======== SOURCE DATA

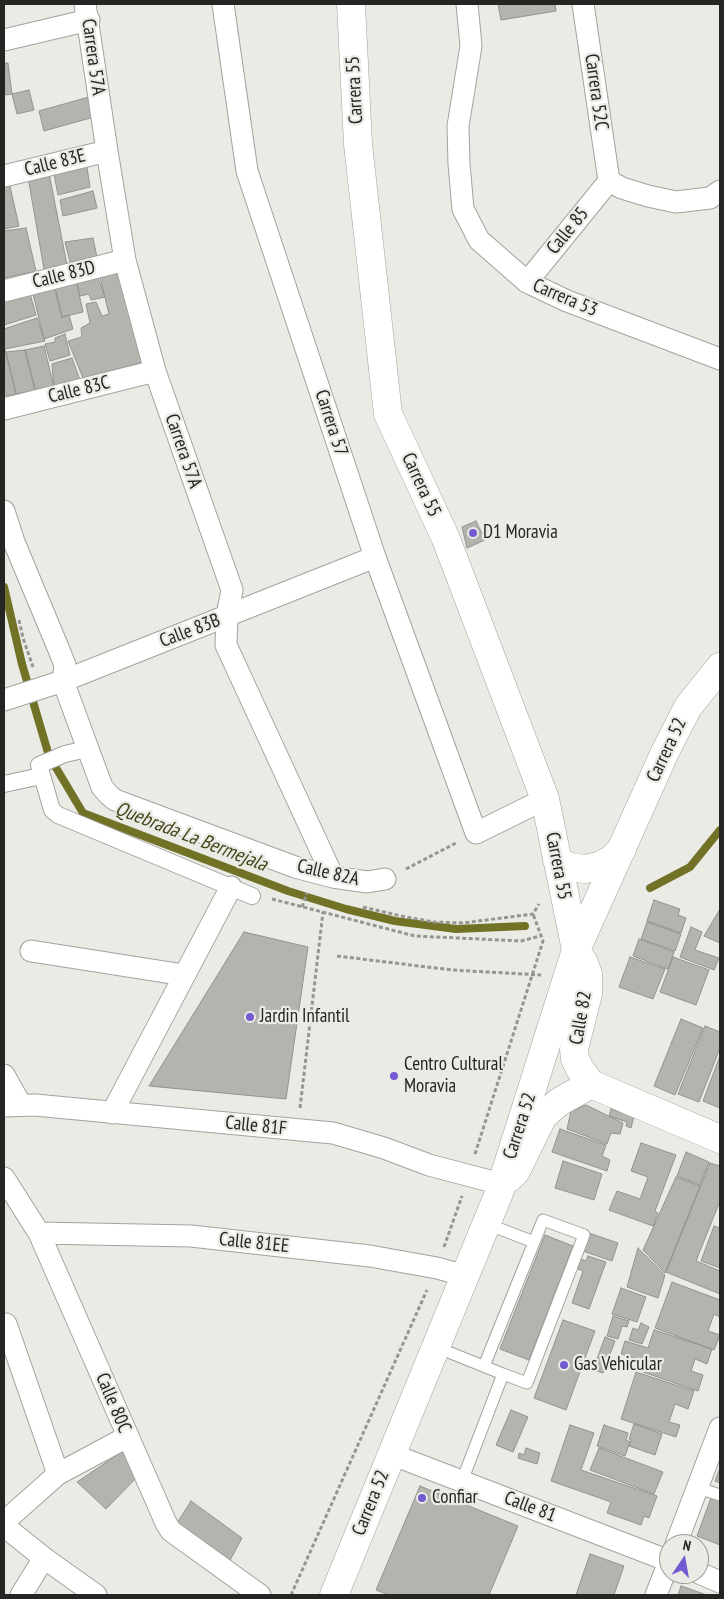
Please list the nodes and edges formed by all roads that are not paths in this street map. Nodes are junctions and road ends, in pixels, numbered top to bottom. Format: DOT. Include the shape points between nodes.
graph roads {
  1 [pos="224,4"];
  2 [pos="351,4"];
  3 [pos="467,4"];
  4 [pos="583,4"];
  5 [pos="87,12"];
  6 [pos="4,40"];
  7 [pos="106,151"];
  8 [pos="4,176"];
  9 [pos="608,180"];
  10 [pos="720,192"];
  11 [pos="125,260"];
  12 [pos="526,282"];
  13 [pos="4,291"];
  14 [pos="720,359"];
  15 [pos="155,371"];
  16 [pos="4,409"];
  17 [pos="4,511"];
  18 [pos="374,558"];
  19 [pos="227,616"];
  20 [pos="720,667"];
  21 [pos="63,681"];
  22 [pos="9,698"];
  23 [pos="87,749"];
  24 [pos="40,770"];
  25 [pos="4,784"];
  26 [pos="545,799"];
  27 [pos="622,849"];
  28 [pos="557,860"];
  29 [pos="333,877"];
  30 [pos="385,879"];
  31 [pos="231,887"];
  32 [pos="252,896"];
  33 [pos="573,939"];
  34 [pos="31,951"];
  35 [pos="184,975"];
  36 [pos="4,1075"];
  37 [pos="591,1084"];
  38 [pos="12,1106"];
  39 [pos="112,1113"];
  40 [pos="720,1139"];
  41 [pos="4,1178"];
  42 [pos="501,1184"];
  43 [pos="487,1224"];
  44 [pos="40,1234"];
  45 [pos="534,1242"];
  46 [pos="466,1276"];
  47 [pos="6,1324"];
  48 [pos="436,1347"];
  49 [pos="484,1366"];
  50 [pos="503,1374"];
  51 [pos="720,1428"];
  52 [pos="127,1437"];
  53 [pos="391,1454"];
  54 [pos="58,1474"];
  55 [pos="462,1481"];
  56 [pos="698,1488"];
  57 [pos="720,1495"];
  58 [pos="4,1522"];
  59 [pos="4,1526"];
  60 [pos="680,1534"];
  61 [pos="44,1558"];
  62 [pos="659,1558"];
  63 [pos="21,1595"];
  64 [pos="96,1595"];
  65 [pos="260,1595"];
  66 [pos="334,1595"];
  1 -- 18 [label="street, Carrera 57" via="248,171"];
  2 -- 26 [label="main road, Carrera 55" via="358,144 388,414 446,538"];
  3 -- 12 [label="street, Carrera 53" via="471,46 458,126 463,209 479,240"];
  4 -- 9 [label="street, Carrera 52C"];
  5 -- 6 [label="street"];
  5 -- 7 [label="street, Carrera 57A"];
  7 -- 8 [label="street, Calle 83E"];
  7 -- 11 [label="street, Carrera 57A"];
  9 -- 10 [label="street" via="622,188 676,202 710,198"];
  9 -- 12 [label="street, Calle 85"];
  11 -- 13 [label="street, Calle 83D"];
  11 -- 15 [label="street, Carrera 57A"];
  12 -- 14 [label="street, Carrera 53" via="567,301"];
  15 -- 16 [label="street, Calle 83C"];
  15 -- 19 [label="street, Carrera 57A" via="232,590"];
  17 -- 21 [label="street, Calle 82A" via="64,665"];
  18 -- 19 [label="street, Calle 83B"];
  18 -- 26 [label="street, Carrera 57" via="476,833"];
  19 -- 21 [label="street, Calle 83B"];
  19 -- 29 [label="street, Carrera 57A" via="226,645"];
  20 -- 27 [label="main road, Carrera 52" via="688,706"];
  21 -- 22 [label="street, Calle 83B"];
  21 -- 23 [label="street, Calle 82A"];
  23 -- 24 [label="street" via="61,756"];
  23 -- 29 [label="street, Calle 82A" via="102,787 115,800 295,867"];
  24 -- 25 [label="street"];
  24 -- 31 [label="street" via="52,810 58,815"];
  26 -- 28 [label="main road, Carrera 55"];
  27 -- 28 [label="main road" via="612,860 584,869 570,867"];
  27 -- 33 [label="main road, Carrera 52"];
  28 -- 33 [label="main road, Carrera 55"];
  29 -- 30 [label="street, Calle 82A" via="367,882"];
  31 -- 32 [label="street"];
  31 -- 35 [label="street"];
  33 -- 37 [label="main road, Calle 82" via="588,974 588,994 574,1049 575,1060"];
  33 -- 42 [label="main road, Carrera 52" via="566,979"];
  34 -- 35 [label="street"];
  35 -- 39 [label="street"];
  36 -- 38 [label="street"];
  37 -- 40 [label="main road"];
  37 -- 42 [label="main road" via="558,1102 544,1116 516,1170"];
  38 -- 39 [label="street, Calle 81F" via="35,1105"];
  39 -- 42 [label="street, Calle 81F" via="333,1133 429,1165"];
  41 -- 44 [label="street, Calle 80C"];
  42 -- 43 [label="main road, Carrera 52"];
  43 -- 45 [label="lane"];
  43 -- 46 [label="main road, Carrera 52"];
  44 -- 46 [label="street, Calle 81EE" via="191,1236 370,1256"];
  44 -- 52 [label="street, Calle 80C"];
  45 -- 49 [label="lane"];
  45 -- 50 [label="lane" via="543,1220 584,1235 527,1383"];
  46 -- 48 [label="main road, Carrera 52"];
  47 -- 54 [label="street"];
  48 -- 49 [label="lane"];
  48 -- 53 [label="main road, Carrera 52"];
  49 -- 50 [label="lane"];
  50 -- 55 [label="lane"];
  51 -- 56 [label="street"];
  52 -- 54 [label="street"];
  52 -- 65 [label="street, Calle 80C" via="172,1531"];
  53 -- 55 [label="street, Calle 81"];
  53 -- 66 [label="main road, Carrera 52"];
  54 -- 58 [label="street"];
  55 -- 62 [label="street, Calle 81"];
  56 -- 57 [label="lane"];
  56 -- 60 [label="street"];
  59 -- 61 [label="street"];
  61 -- 63 [label="street"];
  61 -- 64 [label="street"];
}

================

# [PROBLEM TO SOLVE]
The reply must match the records exactly, apart from the pictures, which are left out.

# [WRITTEN ANSWER]
Please list the nodes and edges formed by all roads that are not paths in this street map. Nodes are junctions and road ends, in pixels, numbered top to bottom. Format: DOT. Include the shape points between nodes.
graph roads {
  1 [pos="224,4"];
  2 [pos="351,4"];
  3 [pos="467,4"];
  4 [pos="583,4"];
  5 [pos="87,12"];
  6 [pos="4,40"];
  7 [pos="106,151"];
  8 [pos="4,176"];
  9 [pos="608,180"];
  10 [pos="720,192"];
  11 [pos="125,260"];
  12 [pos="526,282"];
  13 [pos="4,291"];
  14 [pos="720,359"];
  15 [pos="155,371"];
  16 [pos="4,409"];
  17 [pos="4,511"];
  18 [pos="374,558"];
  19 [pos="227,616"];
  20 [pos="720,667"];
  21 [pos="63,681"];
  22 [pos="9,698"];
  23 [pos="87,749"];
  24 [pos="40,770"];
  25 [pos="4,784"];
  26 [pos="545,799"];
  27 [pos="622,849"];
  28 [pos="557,860"];
  29 [pos="333,877"];
  30 [pos="385,879"];
  31 [pos="231,887"];
  32 [pos="252,896"];
  33 [pos="573,939"];
  34 [pos="31,951"];
  35 [pos="184,975"];
  36 [pos="4,1075"];
  37 [pos="591,1084"];
  38 [pos="12,1106"];
  39 [pos="112,1113"];
  40 [pos="720,1139"];
  41 [pos="4,1178"];
  42 [pos="501,1184"];
  43 [pos="487,1224"];
  44 [pos="40,1234"];
  45 [pos="534,1242"];
  46 [pos="466,1276"];
  47 [pos="6,1324"];
  48 [pos="436,1347"];
  49 [pos="484,1366"];
  50 [pos="503,1374"];
  51 [pos="720,1428"];
  52 [pos="127,1437"];
  53 [pos="391,1454"];
  54 [pos="58,1474"];
  55 [pos="462,1481"];
  56 [pos="698,1488"];
  57 [pos="720,1495"];
  58 [pos="4,1522"];
  59 [pos="4,1526"];
  60 [pos="680,1534"];
  61 [pos="44,1558"];
  62 [pos="659,1558"];
  63 [pos="21,1595"];
  64 [pos="96,1595"];
  65 [pos="260,1595"];
  66 [pos="334,1595"];
  1 -- 18 [label="street, Carrera 57" via="248,171"];
  2 -- 26 [label="main road, Carrera 55" via="358,144 388,414 446,538"];
  3 -- 12 [label="street, Carrera 53" via="471,46 458,126 463,209 479,240"];
  4 -- 9 [label="street, Carrera 52C"];
  5 -- 6 [label="street"];
  5 -- 7 [label="street, Carrera 57A"];
  7 -- 8 [label="street, Calle 83E"];
  7 -- 11 [label="street, Carrera 57A"];
  9 -- 10 [label="street" via="622,188 676,202 710,198"];
  9 -- 12 [label="street, Calle 85"];
  11 -- 13 [label="street, Calle 83D"];
  11 -- 15 [label="street, Carrera 57A"];
  12 -- 14 [label="street, Carrera 53" via="567,301"];
  15 -- 16 [label="street, Calle 83C"];
  15 -- 19 [label="street, Carrera 57A" via="232,590"];
  17 -- 21 [label="street, Calle 82A" via="64,665"];
  18 -- 19 [label="street, Calle 83B"];
  18 -- 26 [label="street, Carrera 57" via="476,833"];
  19 -- 21 [label="street, Calle 83B"];
  19 -- 29 [label="street, Carrera 57A" via="226,645"];
  20 -- 27 [label="main road, Carrera 52" via="688,706"];
  21 -- 22 [label="street, Calle 83B"];
  21 -- 23 [label="street, Calle 82A"];
  23 -- 24 [label="street" via="61,756"];
  23 -- 29 [label="street, Calle 82A" via="102,787 115,800 295,867"];
  24 -- 25 [label="street"];
  24 -- 31 [label="street" via="52,810 58,815"];
  26 -- 28 [label="main road, Carrera 55"];
  27 -- 28 [label="main road" via="612,860 584,869 570,867"];
  27 -- 33 [label="main road, Carrera 52"];
  28 -- 33 [label="main road, Carrera 55"];
  29 -- 30 [label="street, Calle 82A" via="367,882"];
  31 -- 32 [label="street"];
  31 -- 35 [label="street"];
  33 -- 37 [label="main road, Calle 82" via="588,974 588,994 574,1049 575,1060"];
  33 -- 42 [label="main road, Carrera 52" via="566,979"];
  34 -- 35 [label="street"];
  35 -- 39 [label="street"];
  36 -- 38 [label="street"];
  37 -- 40 [label="main road"];
  37 -- 42 [label="main road" via="558,1102 544,1116 516,1170"];
  38 -- 39 [label="street, Calle 81F" via="35,1105"];
  39 -- 42 [label="street, Calle 81F" via="333,1133 429,1165"];
  41 -- 44 [label="street, Calle 80C"];
  42 -- 43 [label="main road, Carrera 52"];
  43 -- 45 [label="lane"];
  43 -- 46 [label="main road, Carrera 52"];
  44 -- 46 [label="street, Calle 81EE" via="191,1236 370,1256"];
  44 -- 52 [label="street, Calle 80C"];
  45 -- 49 [label="lane"];
  45 -- 50 [label="lane" via="543,1220 584,1235 527,1383"];
  46 -- 48 [label="main road, Carrera 52"];
  47 -- 54 [label="street"];
  48 -- 49 [label="lane"];
  48 -- 53 [label="main road, Carrera 52"];
  49 -- 50 [label="lane"];
  50 -- 55 [label="lane"];
  51 -- 56 [label="street"];
  52 -- 54 [label="street"];
  52 -- 65 [label="street, Calle 80C" via="172,1531"];
  53 -- 55 [label="street, Calle 81"];
  53 -- 66 [label="main road, Carrera 52"];
  54 -- 58 [label="street"];
  55 -- 62 [label="street, Calle 81"];
  56 -- 57 [label="lane"];
  56 -- 60 [label="street"];
  59 -- 61 [label="street"];
  61 -- 63 [label="street"];
  61 -- 64 [label="street"];
}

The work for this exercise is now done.